Saved entries:
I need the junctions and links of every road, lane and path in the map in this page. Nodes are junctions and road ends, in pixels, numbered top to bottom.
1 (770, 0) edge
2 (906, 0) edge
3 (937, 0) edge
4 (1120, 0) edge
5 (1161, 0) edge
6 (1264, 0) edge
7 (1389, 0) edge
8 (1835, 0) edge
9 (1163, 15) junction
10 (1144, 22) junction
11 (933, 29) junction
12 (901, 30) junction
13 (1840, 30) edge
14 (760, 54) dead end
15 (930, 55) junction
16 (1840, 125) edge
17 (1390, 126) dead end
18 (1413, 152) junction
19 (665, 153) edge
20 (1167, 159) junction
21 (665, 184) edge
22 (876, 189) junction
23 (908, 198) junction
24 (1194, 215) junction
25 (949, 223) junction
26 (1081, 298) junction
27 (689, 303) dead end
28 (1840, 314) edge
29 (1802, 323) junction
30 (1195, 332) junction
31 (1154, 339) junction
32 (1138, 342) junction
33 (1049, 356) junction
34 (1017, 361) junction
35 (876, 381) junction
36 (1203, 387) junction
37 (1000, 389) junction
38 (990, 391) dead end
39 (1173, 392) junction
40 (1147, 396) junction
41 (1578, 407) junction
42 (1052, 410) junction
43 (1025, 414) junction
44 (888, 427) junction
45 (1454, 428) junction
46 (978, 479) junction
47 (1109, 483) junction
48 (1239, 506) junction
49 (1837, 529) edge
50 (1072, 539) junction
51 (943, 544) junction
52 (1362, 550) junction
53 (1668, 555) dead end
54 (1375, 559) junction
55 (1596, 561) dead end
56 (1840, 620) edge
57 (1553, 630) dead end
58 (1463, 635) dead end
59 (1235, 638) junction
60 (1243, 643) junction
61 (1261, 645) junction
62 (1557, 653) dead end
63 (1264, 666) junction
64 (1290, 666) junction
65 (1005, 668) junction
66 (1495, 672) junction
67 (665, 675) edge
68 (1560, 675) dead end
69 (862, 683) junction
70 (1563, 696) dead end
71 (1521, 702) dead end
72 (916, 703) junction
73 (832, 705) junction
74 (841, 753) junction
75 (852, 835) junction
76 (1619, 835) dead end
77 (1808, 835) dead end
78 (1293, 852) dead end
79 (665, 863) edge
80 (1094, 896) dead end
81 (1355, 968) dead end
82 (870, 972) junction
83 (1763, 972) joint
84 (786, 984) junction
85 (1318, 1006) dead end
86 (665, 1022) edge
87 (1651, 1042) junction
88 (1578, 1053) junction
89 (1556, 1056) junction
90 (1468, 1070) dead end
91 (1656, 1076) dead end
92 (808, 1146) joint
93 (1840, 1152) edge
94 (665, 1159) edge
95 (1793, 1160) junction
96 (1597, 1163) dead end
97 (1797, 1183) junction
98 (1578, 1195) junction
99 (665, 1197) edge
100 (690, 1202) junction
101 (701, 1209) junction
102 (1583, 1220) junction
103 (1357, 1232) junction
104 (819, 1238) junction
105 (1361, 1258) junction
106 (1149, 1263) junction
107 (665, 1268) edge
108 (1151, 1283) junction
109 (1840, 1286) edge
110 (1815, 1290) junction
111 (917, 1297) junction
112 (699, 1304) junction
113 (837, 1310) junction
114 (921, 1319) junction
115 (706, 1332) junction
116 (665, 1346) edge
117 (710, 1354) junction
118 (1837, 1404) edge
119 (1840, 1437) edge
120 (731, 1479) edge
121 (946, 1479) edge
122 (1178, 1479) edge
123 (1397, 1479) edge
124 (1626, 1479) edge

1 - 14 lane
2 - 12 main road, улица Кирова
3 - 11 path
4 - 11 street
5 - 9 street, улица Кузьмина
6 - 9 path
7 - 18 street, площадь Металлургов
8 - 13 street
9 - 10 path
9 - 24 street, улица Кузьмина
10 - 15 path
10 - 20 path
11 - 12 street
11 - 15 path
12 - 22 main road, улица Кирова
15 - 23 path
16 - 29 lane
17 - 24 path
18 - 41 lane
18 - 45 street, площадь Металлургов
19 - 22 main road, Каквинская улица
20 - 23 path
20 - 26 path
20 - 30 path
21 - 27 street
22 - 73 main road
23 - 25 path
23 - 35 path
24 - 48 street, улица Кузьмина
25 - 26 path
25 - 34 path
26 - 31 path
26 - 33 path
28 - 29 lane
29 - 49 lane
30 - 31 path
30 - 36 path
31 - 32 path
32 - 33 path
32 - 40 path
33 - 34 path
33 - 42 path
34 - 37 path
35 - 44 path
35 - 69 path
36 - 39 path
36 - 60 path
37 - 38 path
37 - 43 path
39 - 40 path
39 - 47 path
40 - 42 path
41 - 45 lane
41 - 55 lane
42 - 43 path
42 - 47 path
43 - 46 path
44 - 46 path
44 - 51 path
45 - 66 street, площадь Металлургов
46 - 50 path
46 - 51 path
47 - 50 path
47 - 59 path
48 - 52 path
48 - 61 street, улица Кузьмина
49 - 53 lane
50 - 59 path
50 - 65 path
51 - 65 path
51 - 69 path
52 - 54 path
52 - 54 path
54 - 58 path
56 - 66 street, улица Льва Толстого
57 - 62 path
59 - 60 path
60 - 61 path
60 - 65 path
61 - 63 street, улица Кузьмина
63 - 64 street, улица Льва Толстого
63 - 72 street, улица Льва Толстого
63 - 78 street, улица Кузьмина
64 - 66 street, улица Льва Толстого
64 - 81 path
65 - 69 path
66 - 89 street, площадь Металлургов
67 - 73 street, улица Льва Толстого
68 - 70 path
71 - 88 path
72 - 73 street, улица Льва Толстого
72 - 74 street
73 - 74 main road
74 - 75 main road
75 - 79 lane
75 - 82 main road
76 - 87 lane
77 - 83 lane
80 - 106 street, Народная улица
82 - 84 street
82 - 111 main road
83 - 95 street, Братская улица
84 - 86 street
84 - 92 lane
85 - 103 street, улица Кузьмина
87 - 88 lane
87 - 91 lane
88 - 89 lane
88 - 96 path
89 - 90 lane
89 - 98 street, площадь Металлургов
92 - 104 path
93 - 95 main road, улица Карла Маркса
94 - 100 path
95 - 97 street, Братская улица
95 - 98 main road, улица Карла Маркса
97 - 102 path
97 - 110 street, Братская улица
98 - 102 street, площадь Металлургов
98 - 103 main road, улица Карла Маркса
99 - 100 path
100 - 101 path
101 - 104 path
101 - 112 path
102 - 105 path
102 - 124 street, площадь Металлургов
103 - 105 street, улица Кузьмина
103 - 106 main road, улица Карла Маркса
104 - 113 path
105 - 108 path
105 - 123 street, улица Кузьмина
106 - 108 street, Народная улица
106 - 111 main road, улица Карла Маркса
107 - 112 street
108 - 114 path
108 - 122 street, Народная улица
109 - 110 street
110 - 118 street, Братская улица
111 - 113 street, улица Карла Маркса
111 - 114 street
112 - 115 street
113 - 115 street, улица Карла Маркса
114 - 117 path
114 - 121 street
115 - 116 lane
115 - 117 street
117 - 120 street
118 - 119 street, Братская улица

#### [Task details]
Reproduce the records exactly as they appear.

#### [Solution to this problem]
I need the junctions and links of every road, lane and path in the map in this page. Nodes are junctions and road ends, in pixels, numbered top to bottom.
1 (770, 0) edge
2 (906, 0) edge
3 (937, 0) edge
4 (1120, 0) edge
5 (1161, 0) edge
6 (1264, 0) edge
7 (1389, 0) edge
8 (1835, 0) edge
9 (1163, 15) junction
10 (1144, 22) junction
11 (933, 29) junction
12 (901, 30) junction
13 (1840, 30) edge
14 (760, 54) dead end
15 (930, 55) junction
16 (1840, 125) edge
17 (1390, 126) dead end
18 (1413, 152) junction
19 (665, 153) edge
20 (1167, 159) junction
21 (665, 184) edge
22 (876, 189) junction
23 (908, 198) junction
24 (1194, 215) junction
25 (949, 223) junction
26 (1081, 298) junction
27 (689, 303) dead end
28 (1840, 314) edge
29 (1802, 323) junction
30 (1195, 332) junction
31 (1154, 339) junction
32 (1138, 342) junction
33 (1049, 356) junction
34 (1017, 361) junction
35 (876, 381) junction
36 (1203, 387) junction
37 (1000, 389) junction
38 (990, 391) dead end
39 (1173, 392) junction
40 (1147, 396) junction
41 (1578, 407) junction
42 (1052, 410) junction
43 (1025, 414) junction
44 (888, 427) junction
45 (1454, 428) junction
46 (978, 479) junction
47 (1109, 483) junction
48 (1239, 506) junction
49 (1837, 529) edge
50 (1072, 539) junction
51 (943, 544) junction
52 (1362, 550) junction
53 (1668, 555) dead end
54 (1375, 559) junction
55 (1596, 561) dead end
56 (1840, 620) edge
57 (1553, 630) dead end
58 (1463, 635) dead end
59 (1235, 638) junction
60 (1243, 643) junction
61 (1261, 645) junction
62 (1557, 653) dead end
63 (1264, 666) junction
64 (1290, 666) junction
65 (1005, 668) junction
66 (1495, 672) junction
67 (665, 675) edge
68 (1560, 675) dead end
69 (862, 683) junction
70 (1563, 696) dead end
71 (1521, 702) dead end
72 (916, 703) junction
73 (832, 705) junction
74 (841, 753) junction
75 (852, 835) junction
76 (1619, 835) dead end
77 (1808, 835) dead end
78 (1293, 852) dead end
79 (665, 863) edge
80 (1094, 896) dead end
81 (1355, 968) dead end
82 (870, 972) junction
83 (1763, 972) joint
84 (786, 984) junction
85 (1318, 1006) dead end
86 (665, 1022) edge
87 (1651, 1042) junction
88 (1578, 1053) junction
89 (1556, 1056) junction
90 (1468, 1070) dead end
91 (1656, 1076) dead end
92 (808, 1146) joint
93 (1840, 1152) edge
94 (665, 1159) edge
95 (1793, 1160) junction
96 (1597, 1163) dead end
97 (1797, 1183) junction
98 (1578, 1195) junction
99 (665, 1197) edge
100 (690, 1202) junction
101 (701, 1209) junction
102 (1583, 1220) junction
103 (1357, 1232) junction
104 (819, 1238) junction
105 (1361, 1258) junction
106 (1149, 1263) junction
107 (665, 1268) edge
108 (1151, 1283) junction
109 (1840, 1286) edge
110 (1815, 1290) junction
111 (917, 1297) junction
112 (699, 1304) junction
113 (837, 1310) junction
114 (921, 1319) junction
115 (706, 1332) junction
116 (665, 1346) edge
117 (710, 1354) junction
118 (1837, 1404) edge
119 (1840, 1437) edge
120 (731, 1479) edge
121 (946, 1479) edge
122 (1178, 1479) edge
123 (1397, 1479) edge
124 (1626, 1479) edge

1 - 14 lane
2 - 12 main road, улица Кирова
3 - 11 path
4 - 11 street
5 - 9 street, улица Кузьмина
6 - 9 path
7 - 18 street, площадь Металлургов
8 - 13 street
9 - 10 path
9 - 24 street, улица Кузьмина
10 - 15 path
10 - 20 path
11 - 12 street
11 - 15 path
12 - 22 main road, улица Кирова
15 - 23 path
16 - 29 lane
17 - 24 path
18 - 41 lane
18 - 45 street, площадь Металлургов
19 - 22 main road, Каквинская улица
20 - 23 path
20 - 26 path
20 - 30 path
21 - 27 street
22 - 73 main road
23 - 25 path
23 - 35 path
24 - 48 street, улица Кузьмина
25 - 26 path
25 - 34 path
26 - 31 path
26 - 33 path
28 - 29 lane
29 - 49 lane
30 - 31 path
30 - 36 path
31 - 32 path
32 - 33 path
32 - 40 path
33 - 34 path
33 - 42 path
34 - 37 path
35 - 44 path
35 - 69 path
36 - 39 path
36 - 60 path
37 - 38 path
37 - 43 path
39 - 40 path
39 - 47 path
40 - 42 path
41 - 45 lane
41 - 55 lane
42 - 43 path
42 - 47 path
43 - 46 path
44 - 46 path
44 - 51 path
45 - 66 street, площадь Металлургов
46 - 50 path
46 - 51 path
47 - 50 path
47 - 59 path
48 - 52 path
48 - 61 street, улица Кузьмина
49 - 53 lane
50 - 59 path
50 - 65 path
51 - 65 path
51 - 69 path
52 - 54 path
52 - 54 path
54 - 58 path
56 - 66 street, улица Льва Толстого
57 - 62 path
59 - 60 path
60 - 61 path
60 - 65 path
61 - 63 street, улица Кузьмина
63 - 64 street, улица Льва Толстого
63 - 72 street, улица Льва Толстого
63 - 78 street, улица Кузьмина
64 - 66 street, улица Льва Толстого
64 - 81 path
65 - 69 path
66 - 89 street, площадь Металлургов
67 - 73 street, улица Льва Толстого
68 - 70 path
71 - 88 path
72 - 73 street, улица Льва Толстого
72 - 74 street
73 - 74 main road
74 - 75 main road
75 - 79 lane
75 - 82 main road
76 - 87 lane
77 - 83 lane
80 - 106 street, Народная улица
82 - 84 street
82 - 111 main road
83 - 95 street, Братская улица
84 - 86 street
84 - 92 lane
85 - 103 street, улица Кузьмина
87 - 88 lane
87 - 91 lane
88 - 89 lane
88 - 96 path
89 - 90 lane
89 - 98 street, площадь Металлургов
92 - 104 path
93 - 95 main road, улица Карла Маркса
94 - 100 path
95 - 97 street, Братская улица
95 - 98 main road, улица Карла Маркса
97 - 102 path
97 - 110 street, Братская улица
98 - 102 street, площадь Металлургов
98 - 103 main road, улица Карла Маркса
99 - 100 path
100 - 101 path
101 - 104 path
101 - 112 path
102 - 105 path
102 - 124 street, площадь Металлургов
103 - 105 street, улица Кузьмина
103 - 106 main road, улица Карла Маркса
104 - 113 path
105 - 108 path
105 - 123 street, улица Кузьмина
106 - 108 street, Народная улица
106 - 111 main road, улица Карла Маркса
107 - 112 street
108 - 114 path
108 - 122 street, Народная улица
109 - 110 street
110 - 118 street, Братская улица
111 - 113 street, улица Карла Маркса
111 - 114 street
112 - 115 street
113 - 115 street, улица Карла Маркса
114 - 117 path
114 - 121 street
115 - 116 lane
115 - 117 street
117 - 120 street
118 - 119 street, Братская улица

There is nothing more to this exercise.